RIGHT AFTER THE NEW year, I began work in—literally in—Bill Steiger’s office. With my desk right there I either monitored or participated in all his meetings and phone calls. He also included me along with his staff members at many of his committee meetings.

On January 14, 1969, President Johnson came to Capitol Hill, the site of his rise to power and so many of his triumphs, to deliver his last State of the Union message. Steiger was able to get me onto the floor of the House, and I stood at the back watching this impressive but rather melancholy ceremony unfold. The usually confident and dynamic president seemed restrained and ruminative as he spoke about what he had tried to accomplish and about how he hoped history would view him. I had the strong impression that in his mind he was already back at the LBJ Ranch in Johnson City, Texas.

A couple of days later, I was attending a meeting of the House Education and Labor Committee at which a Johnson administration official was testifying. I noticed that one part of his testimony directly contradicted something that the president had said in his speech. Bill Steiger wasn’t there at the moment, so I got a copy of Johnson’s text, circled the difference, and pointed it out to one of the committee staffers.
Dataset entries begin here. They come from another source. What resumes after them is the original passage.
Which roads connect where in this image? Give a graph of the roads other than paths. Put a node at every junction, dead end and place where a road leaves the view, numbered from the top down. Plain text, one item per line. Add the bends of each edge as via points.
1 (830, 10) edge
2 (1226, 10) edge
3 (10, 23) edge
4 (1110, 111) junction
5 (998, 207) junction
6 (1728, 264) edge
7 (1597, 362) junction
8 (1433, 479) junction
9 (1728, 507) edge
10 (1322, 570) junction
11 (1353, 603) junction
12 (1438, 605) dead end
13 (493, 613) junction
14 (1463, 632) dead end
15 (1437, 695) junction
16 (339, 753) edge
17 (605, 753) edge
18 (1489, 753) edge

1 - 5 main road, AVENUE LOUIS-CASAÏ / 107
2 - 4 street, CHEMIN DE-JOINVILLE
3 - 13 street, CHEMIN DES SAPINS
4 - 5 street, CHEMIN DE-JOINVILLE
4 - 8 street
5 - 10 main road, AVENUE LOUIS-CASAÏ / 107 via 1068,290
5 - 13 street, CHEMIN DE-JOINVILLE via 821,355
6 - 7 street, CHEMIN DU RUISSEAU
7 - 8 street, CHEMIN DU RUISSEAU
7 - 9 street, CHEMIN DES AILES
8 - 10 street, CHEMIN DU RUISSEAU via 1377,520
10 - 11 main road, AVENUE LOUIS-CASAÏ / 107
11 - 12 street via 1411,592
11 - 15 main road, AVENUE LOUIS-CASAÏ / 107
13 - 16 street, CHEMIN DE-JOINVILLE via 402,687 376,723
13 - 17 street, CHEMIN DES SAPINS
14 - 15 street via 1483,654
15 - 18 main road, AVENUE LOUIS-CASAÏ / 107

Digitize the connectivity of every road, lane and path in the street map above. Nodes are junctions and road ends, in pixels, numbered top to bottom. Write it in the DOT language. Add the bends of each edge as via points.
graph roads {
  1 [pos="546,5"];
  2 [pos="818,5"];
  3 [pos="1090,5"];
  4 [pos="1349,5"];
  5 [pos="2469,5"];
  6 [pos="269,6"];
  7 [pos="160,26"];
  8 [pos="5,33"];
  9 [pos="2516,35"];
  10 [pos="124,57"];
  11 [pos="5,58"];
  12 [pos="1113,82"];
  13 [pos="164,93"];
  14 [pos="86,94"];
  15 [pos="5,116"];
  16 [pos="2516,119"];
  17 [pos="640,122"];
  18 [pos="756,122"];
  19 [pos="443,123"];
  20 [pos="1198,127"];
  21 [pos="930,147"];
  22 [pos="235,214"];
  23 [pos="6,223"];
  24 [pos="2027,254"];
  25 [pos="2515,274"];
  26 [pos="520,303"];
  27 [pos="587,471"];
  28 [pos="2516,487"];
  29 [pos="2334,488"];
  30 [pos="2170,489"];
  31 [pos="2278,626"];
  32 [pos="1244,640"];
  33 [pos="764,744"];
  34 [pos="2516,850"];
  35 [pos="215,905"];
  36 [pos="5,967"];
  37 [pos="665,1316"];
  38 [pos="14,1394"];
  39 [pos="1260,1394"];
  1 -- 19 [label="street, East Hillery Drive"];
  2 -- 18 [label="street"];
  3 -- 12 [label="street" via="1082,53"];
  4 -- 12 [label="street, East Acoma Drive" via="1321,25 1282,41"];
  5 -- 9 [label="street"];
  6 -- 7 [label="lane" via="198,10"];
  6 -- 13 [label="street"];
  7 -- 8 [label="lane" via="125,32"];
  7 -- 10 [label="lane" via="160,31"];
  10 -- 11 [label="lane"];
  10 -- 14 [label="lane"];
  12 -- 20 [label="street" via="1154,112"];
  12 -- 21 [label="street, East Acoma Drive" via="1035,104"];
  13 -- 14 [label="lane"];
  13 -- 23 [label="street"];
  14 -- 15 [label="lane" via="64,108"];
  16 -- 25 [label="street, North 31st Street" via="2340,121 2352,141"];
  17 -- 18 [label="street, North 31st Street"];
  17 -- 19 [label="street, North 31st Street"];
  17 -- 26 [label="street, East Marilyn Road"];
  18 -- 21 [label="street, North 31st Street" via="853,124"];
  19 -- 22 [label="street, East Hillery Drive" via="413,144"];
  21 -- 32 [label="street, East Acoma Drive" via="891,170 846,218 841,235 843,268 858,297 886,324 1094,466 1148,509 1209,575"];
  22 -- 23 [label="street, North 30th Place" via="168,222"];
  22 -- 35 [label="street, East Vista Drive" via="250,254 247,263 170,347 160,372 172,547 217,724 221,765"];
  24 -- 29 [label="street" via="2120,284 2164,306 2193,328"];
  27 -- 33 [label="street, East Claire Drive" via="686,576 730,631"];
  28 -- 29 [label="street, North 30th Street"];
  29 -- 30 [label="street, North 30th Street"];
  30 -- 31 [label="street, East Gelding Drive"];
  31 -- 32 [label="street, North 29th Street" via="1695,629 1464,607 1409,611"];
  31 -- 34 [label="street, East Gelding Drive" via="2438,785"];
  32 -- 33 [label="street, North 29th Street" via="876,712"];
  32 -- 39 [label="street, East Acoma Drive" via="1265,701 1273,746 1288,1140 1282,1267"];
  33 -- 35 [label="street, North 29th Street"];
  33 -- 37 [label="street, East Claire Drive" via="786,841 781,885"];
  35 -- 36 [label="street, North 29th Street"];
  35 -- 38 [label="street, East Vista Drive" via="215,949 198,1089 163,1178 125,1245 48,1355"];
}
He told me to show it to Al Quie of Minnesota, the ranking Republican in attendance that day. I walked up and slid it onto the desk in front of Quie. He looked up, and although he clearly had no idea who I was, he took the paper, read it, and then used it to ask the witness some very pointed questions. I savored the moment. It was the first time I had actually been engaged, in however peripheral and minor a way, in the great process that I was observing.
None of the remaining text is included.